===== THE DATA =====
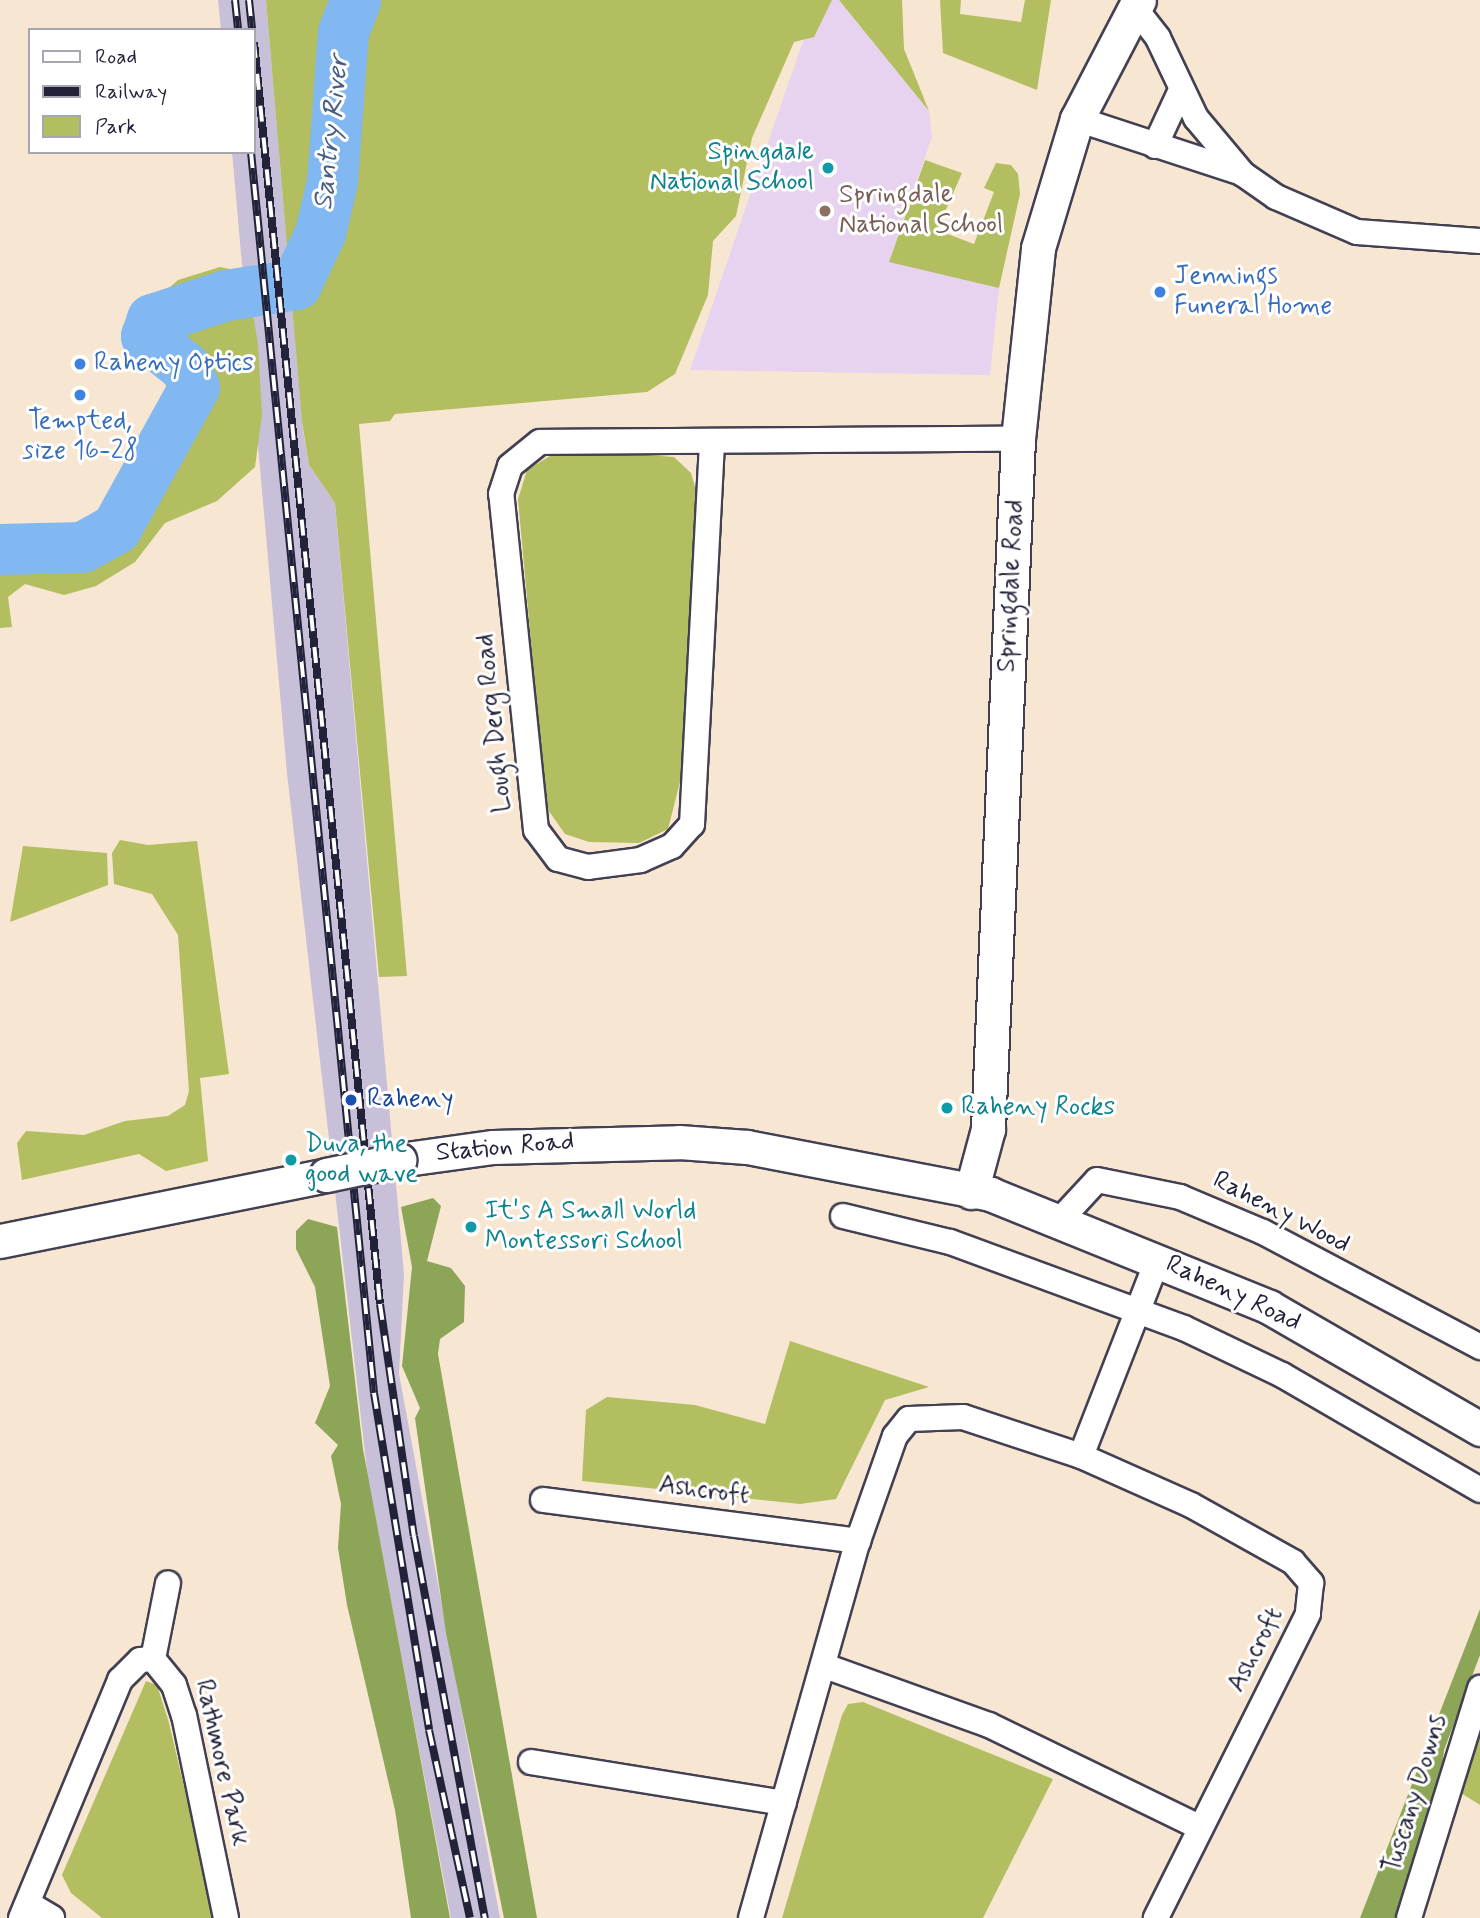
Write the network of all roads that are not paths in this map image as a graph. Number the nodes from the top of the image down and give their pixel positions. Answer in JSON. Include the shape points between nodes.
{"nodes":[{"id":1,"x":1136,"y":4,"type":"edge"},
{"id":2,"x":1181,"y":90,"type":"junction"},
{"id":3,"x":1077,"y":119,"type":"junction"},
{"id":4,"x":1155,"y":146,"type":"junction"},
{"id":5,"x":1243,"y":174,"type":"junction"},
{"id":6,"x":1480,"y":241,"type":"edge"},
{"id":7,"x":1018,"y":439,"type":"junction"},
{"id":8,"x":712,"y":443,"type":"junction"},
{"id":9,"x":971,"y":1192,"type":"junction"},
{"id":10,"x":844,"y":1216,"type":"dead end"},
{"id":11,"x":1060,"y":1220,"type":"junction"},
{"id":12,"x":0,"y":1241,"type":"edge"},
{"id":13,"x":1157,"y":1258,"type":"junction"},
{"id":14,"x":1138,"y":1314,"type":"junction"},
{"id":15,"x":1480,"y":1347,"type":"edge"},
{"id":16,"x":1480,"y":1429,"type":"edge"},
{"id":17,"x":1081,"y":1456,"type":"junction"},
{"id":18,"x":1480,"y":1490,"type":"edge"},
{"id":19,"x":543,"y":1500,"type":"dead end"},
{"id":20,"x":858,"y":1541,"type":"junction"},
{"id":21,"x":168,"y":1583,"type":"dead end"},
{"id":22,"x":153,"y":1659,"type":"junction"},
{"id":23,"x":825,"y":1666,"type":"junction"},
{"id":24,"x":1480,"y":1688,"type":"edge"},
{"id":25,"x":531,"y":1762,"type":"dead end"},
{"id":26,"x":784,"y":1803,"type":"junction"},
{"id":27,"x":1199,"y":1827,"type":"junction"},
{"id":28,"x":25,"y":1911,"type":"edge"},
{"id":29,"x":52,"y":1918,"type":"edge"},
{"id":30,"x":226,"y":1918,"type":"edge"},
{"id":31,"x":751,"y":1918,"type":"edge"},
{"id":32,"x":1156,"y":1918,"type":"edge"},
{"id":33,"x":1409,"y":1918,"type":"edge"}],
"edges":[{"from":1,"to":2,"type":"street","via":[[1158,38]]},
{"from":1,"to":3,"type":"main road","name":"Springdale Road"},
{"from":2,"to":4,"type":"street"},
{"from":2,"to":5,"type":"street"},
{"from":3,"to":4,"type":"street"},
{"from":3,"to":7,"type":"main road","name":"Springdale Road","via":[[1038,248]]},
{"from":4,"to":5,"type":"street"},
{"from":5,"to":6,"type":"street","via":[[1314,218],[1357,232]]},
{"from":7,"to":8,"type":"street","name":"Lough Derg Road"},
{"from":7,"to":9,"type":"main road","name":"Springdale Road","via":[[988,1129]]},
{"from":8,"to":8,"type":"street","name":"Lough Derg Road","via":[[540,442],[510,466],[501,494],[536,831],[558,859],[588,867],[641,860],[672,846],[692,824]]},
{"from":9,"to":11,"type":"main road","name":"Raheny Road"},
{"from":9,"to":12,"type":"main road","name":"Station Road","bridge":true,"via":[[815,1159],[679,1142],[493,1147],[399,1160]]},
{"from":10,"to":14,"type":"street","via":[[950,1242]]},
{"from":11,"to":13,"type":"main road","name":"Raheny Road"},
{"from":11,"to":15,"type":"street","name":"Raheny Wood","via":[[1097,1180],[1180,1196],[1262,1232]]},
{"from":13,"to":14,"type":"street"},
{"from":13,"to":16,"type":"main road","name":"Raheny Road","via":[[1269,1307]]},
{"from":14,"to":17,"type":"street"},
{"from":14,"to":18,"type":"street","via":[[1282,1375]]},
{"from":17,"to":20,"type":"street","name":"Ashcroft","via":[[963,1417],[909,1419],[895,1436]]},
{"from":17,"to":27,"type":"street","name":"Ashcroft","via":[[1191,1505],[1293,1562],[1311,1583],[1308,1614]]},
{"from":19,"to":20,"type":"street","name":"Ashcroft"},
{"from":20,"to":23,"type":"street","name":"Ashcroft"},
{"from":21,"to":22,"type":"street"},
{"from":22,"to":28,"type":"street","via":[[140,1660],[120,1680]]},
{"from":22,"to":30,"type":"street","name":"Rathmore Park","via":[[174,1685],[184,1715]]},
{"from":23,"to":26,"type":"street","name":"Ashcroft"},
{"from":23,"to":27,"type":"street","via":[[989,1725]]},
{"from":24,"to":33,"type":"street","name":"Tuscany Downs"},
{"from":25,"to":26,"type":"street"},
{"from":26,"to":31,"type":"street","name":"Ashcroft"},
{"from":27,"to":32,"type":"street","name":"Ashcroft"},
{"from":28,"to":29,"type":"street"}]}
=====
■ **ABOUT THIS TASK**:
Identify the lines of the entries containing the string "Lough". Copy each such line.

■ **OUTPUT OF THE TASK**:
{"from":7,"to":8,"type":"street","name":"Lough Derg Road"},
{"from":8,"to":8,"type":"street","name":"Lough Derg Road","via":[[540,442],[510,466],[501,494],[536,831],[558,859],[588,867],[641,860],[672,846],[692,824]]},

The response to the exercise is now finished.